▸ Task directions
What you produce should be an exact transcription of the data, minus any pictures.
*** Listed records Section Begins ***
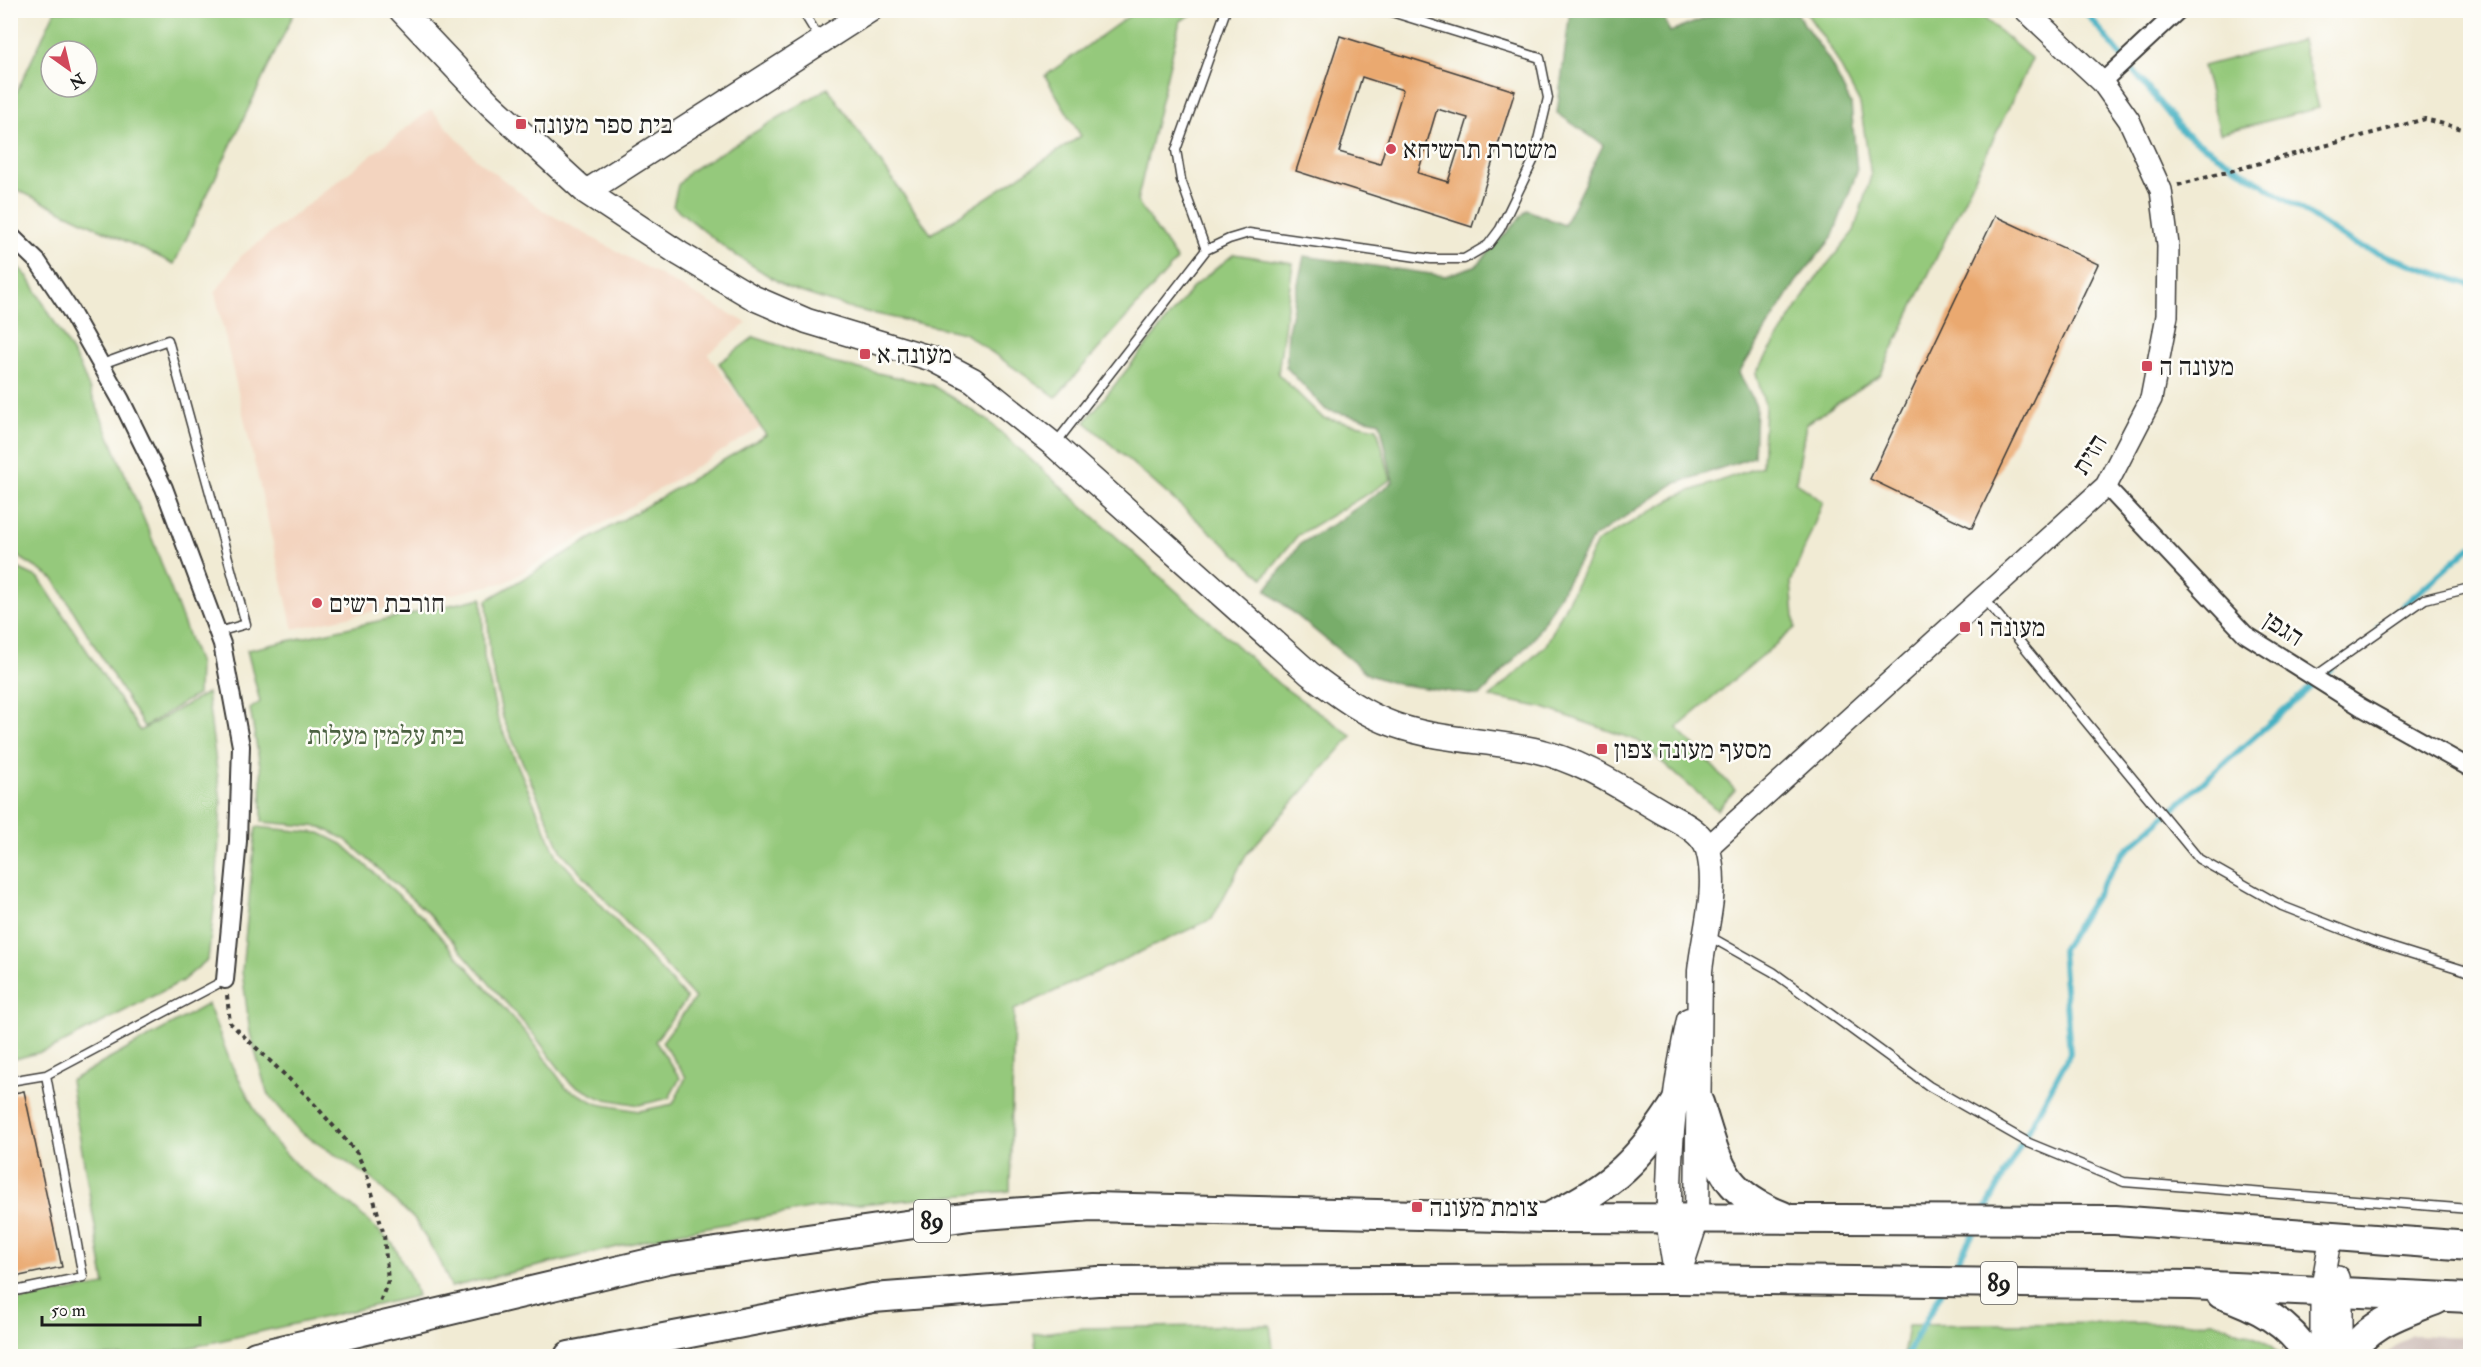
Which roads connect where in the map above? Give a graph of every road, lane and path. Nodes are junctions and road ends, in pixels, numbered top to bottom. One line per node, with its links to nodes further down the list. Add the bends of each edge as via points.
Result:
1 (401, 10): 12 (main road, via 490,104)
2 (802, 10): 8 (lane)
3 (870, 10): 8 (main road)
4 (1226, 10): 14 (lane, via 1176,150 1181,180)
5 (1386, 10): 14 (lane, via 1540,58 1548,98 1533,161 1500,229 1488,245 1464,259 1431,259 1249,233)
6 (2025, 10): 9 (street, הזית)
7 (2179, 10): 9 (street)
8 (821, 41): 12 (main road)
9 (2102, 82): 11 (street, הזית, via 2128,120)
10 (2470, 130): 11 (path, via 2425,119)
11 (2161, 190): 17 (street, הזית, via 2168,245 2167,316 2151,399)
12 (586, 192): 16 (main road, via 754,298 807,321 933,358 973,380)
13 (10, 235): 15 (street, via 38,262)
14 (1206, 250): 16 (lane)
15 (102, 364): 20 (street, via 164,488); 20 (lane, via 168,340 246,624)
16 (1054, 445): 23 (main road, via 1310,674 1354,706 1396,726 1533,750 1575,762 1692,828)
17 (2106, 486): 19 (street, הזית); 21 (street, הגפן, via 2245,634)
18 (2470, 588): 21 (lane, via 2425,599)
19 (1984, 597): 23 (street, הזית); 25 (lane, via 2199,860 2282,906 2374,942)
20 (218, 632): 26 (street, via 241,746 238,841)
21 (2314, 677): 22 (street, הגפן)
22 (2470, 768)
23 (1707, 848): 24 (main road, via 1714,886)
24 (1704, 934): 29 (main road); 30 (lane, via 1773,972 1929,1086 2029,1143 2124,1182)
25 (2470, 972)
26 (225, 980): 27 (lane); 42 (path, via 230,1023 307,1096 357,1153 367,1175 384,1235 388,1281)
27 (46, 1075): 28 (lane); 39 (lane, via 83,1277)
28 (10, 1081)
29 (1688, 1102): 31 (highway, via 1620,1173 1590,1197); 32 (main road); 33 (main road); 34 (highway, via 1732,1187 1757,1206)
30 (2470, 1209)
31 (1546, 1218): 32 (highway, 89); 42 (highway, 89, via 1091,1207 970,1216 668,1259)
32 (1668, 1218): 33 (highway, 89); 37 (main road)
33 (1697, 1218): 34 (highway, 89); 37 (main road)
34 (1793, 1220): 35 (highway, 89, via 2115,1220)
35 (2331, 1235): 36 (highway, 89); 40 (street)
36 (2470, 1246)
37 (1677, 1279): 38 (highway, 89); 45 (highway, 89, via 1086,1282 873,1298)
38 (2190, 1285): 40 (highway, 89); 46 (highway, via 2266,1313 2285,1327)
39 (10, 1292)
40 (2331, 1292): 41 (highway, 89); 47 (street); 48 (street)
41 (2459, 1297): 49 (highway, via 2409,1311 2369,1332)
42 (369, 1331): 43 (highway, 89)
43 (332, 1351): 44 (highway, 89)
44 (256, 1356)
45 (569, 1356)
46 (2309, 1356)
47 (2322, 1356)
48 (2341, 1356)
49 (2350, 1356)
*** Listed records Section Ends ***
▸ Answer area
Which roads connect where in the map above? Give a graph of every road, lane and path. Nodes are junctions and road ends, in pixels, numbered top to bottom. One line per node, with its links to nodes further down the list. Add the bends of each edge as via points.
Result:
1 (401, 10): 12 (main road, via 490,104)
2 (802, 10): 8 (lane)
3 (870, 10): 8 (main road)
4 (1226, 10): 14 (lane, via 1176,150 1181,180)
5 (1386, 10): 14 (lane, via 1540,58 1548,98 1533,161 1500,229 1488,245 1464,259 1431,259 1249,233)
6 (2025, 10): 9 (street, הזית)
7 (2179, 10): 9 (street)
8 (821, 41): 12 (main road)
9 (2102, 82): 11 (street, הזית, via 2128,120)
10 (2470, 130): 11 (path, via 2425,119)
11 (2161, 190): 17 (street, הזית, via 2168,245 2167,316 2151,399)
12 (586, 192): 16 (main road, via 754,298 807,321 933,358 973,380)
13 (10, 235): 15 (street, via 38,262)
14 (1206, 250): 16 (lane)
15 (102, 364): 20 (street, via 164,488); 20 (lane, via 168,340 246,624)
16 (1054, 445): 23 (main road, via 1310,674 1354,706 1396,726 1533,750 1575,762 1692,828)
17 (2106, 486): 19 (street, הזית); 21 (street, הגפן, via 2245,634)
18 (2470, 588): 21 (lane, via 2425,599)
19 (1984, 597): 23 (street, הזית); 25 (lane, via 2199,860 2282,906 2374,942)
20 (218, 632): 26 (street, via 241,746 238,841)
21 (2314, 677): 22 (street, הגפן)
22 (2470, 768)
23 (1707, 848): 24 (main road, via 1714,886)
24 (1704, 934): 29 (main road); 30 (lane, via 1773,972 1929,1086 2029,1143 2124,1182)
25 (2470, 972)
26 (225, 980): 27 (lane); 42 (path, via 230,1023 307,1096 357,1153 367,1175 384,1235 388,1281)
27 (46, 1075): 28 (lane); 39 (lane, via 83,1277)
28 (10, 1081)
29 (1688, 1102): 31 (highway, via 1620,1173 1590,1197); 32 (main road); 33 (main road); 34 (highway, via 1732,1187 1757,1206)
30 (2470, 1209)
31 (1546, 1218): 32 (highway, 89); 42 (highway, 89, via 1091,1207 970,1216 668,1259)
32 (1668, 1218): 33 (highway, 89); 37 (main road)
33 (1697, 1218): 34 (highway, 89); 37 (main road)
34 (1793, 1220): 35 (highway, 89, via 2115,1220)
35 (2331, 1235): 36 (highway, 89); 40 (street)
36 (2470, 1246)
37 (1677, 1279): 38 (highway, 89); 45 (highway, 89, via 1086,1282 873,1298)
38 (2190, 1285): 40 (highway, 89); 46 (highway, via 2266,1313 2285,1327)
39 (10, 1292)
40 (2331, 1292): 41 (highway, 89); 47 (street); 48 (street)
41 (2459, 1297): 49 (highway, via 2409,1311 2369,1332)
42 (369, 1331): 43 (highway, 89)
43 (332, 1351): 44 (highway, 89)
44 (256, 1356)
45 (569, 1356)
46 (2309, 1356)
47 (2322, 1356)
48 (2341, 1356)
49 (2350, 1356)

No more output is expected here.